If you remember middle school, you might remember the insurmountable pressure caused by thinking your world was surely ending. For a lot of us, those pesky three years of sub-adulthood are wrought with emotional betrayals, the mounting expectations of our parents, and if we’re particularly unlucky, our first suicide attempts. The gist here is that depression manifested itself in me the same year as my passion for music, and at the center of all that was Gorillaz’ apocalyptic, self-titled record.

Now, here we are, 16 years later. The desperation of the world has reached comical levels with a Donald Trump presidency shoving its way into global conflict. War and catastrophe are on America’s mind again; it’s feeling an awful lot like the end of the world again for some of us. The primary difference is that this time I’m laughing all the way through the blossoming mushroom cloud of my nightmares while a recording called
Humanz plays endlessly in my car.

Humanz is a remarkably danceable record. It’s as well suited to your house party as the most recent DJ Khaled mixtape. It could also be the accompaniment for an apocalyptic danse macabre. The album opens with a real banger called “Ascension” featuring Vince Staples. With hardcore lyrics which immediately arouse sensitive American politics, Staples invokes the image of a lynching tree before the first five minutes of the album are even up. While things never get quite that aggressive again over the course of the record’s 50 minutes, a discourse of danger and disappointment extends across the album’s entire tracklist.

Those dark notions are painted into individual soundscapes, using Damon Albarn’s usual bag of sonic witchery. There’s a distinctly hip-hop-minded production method at work with the casual use of warped samples and carefully compressed vocals. Damon mostly mutters his lyrics, while a series of bombastic guest artists deliver booming, magnetic performances in response. While not every guest spot packs the same punch, there are more than a few moments of golden synergy which help to elevate the weaker parts of this record.

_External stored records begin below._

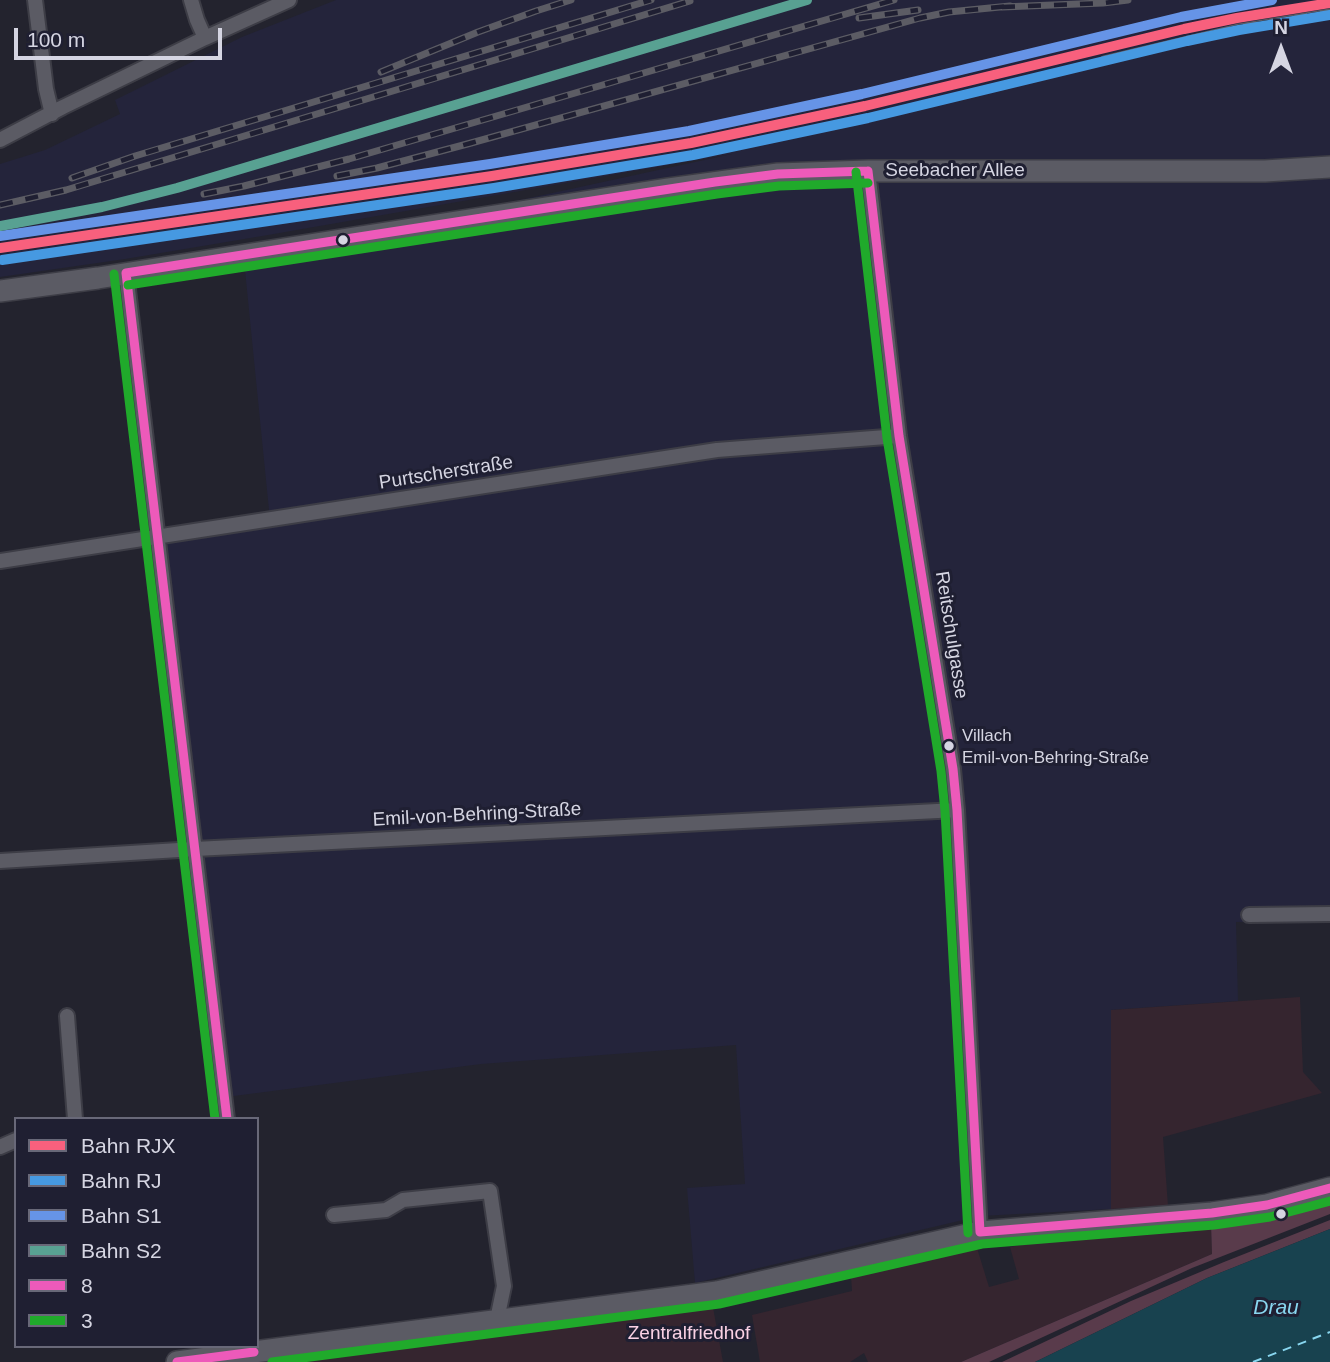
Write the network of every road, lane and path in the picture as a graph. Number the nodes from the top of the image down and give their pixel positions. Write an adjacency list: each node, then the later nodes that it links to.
1 (35, 0): 5 (street)
2 (191, 0): 4 (street)
3 (289, 0): 4 (street)
4 (205, 38): 5 (street)
5 (52, 114): 6 (street)
6 (0, 140)
7 (1330, 167): 8 (street, Seebacher Allee)
8 (868, 171): 9 (street, Seebacher Allee); 11 (street, Reitschulgasse)
9 (127, 273): 10 (street, Seebacher Allee); 12 (street)
10 (0, 291)
11 (899, 436): 12 (street, Purtscherstraße); 14 (street, Reitschulgasse)
12 (158, 537): 13 (street, Purtscherstraße); 15 (street)
13 (0, 561)
14 (957, 810): 15 (street, Emil-von-Behring-Straße); 24 (street, Reitschulgasse)
15 (195, 849): 16 (street, Emil-von-Behring-Straße); 21 (street)
16 (0, 861)
17 (1330, 914): 18 (street)
18 (1249, 915)
19 (67, 1016): 20 (street)
20 (75, 1117)
21 (227, 1117)
22 (1330, 1188): 24 (street)
23 (334, 1215): 25 (street)
24 (981, 1232): 25 (street)
25 (500, 1320): 26 (street)
26 (254, 1349): 27 (street)
27 (177, 1362)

In particular, Jamaican dancehall artist Popcaan’s gripping, slang-riddled verse on the track “Saturnz Barz” demonstrates Gorillaz’ musical mastery at its best. This track carefully crushes genres together with nothing but confidence, creating a similar memorability to other timeless Gorillaz’ singles like “Clint Eastwood” and “Feel Good Inc.” Other experiments, like the Benjamin Clementine joint “Hallelujah Money” deliver the same boundary-pushing, experimental pop music which Gorillaz has been charged with delivering since the millennium rushed past.

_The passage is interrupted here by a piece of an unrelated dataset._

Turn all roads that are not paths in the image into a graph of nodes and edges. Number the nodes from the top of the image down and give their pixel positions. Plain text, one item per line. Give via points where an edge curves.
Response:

Humanz is a chimera of disco, hip-hop and apocalyptic grief. The album furthers and adheres to a current trend in pop music postmodernism, with flagrant disregard for typical genre tropes and challenging, intellectual commentary sewn into its tracks. The record’s catchiest, highest points might miss the mark nailed by Albarn’s earworms of yesteryear, but the new sounds present a meaningful evolution in the virtual band’s ever changing sound. Whatever crisis tomorrow brings, I expect Gorillaz to deliver the soundtrack.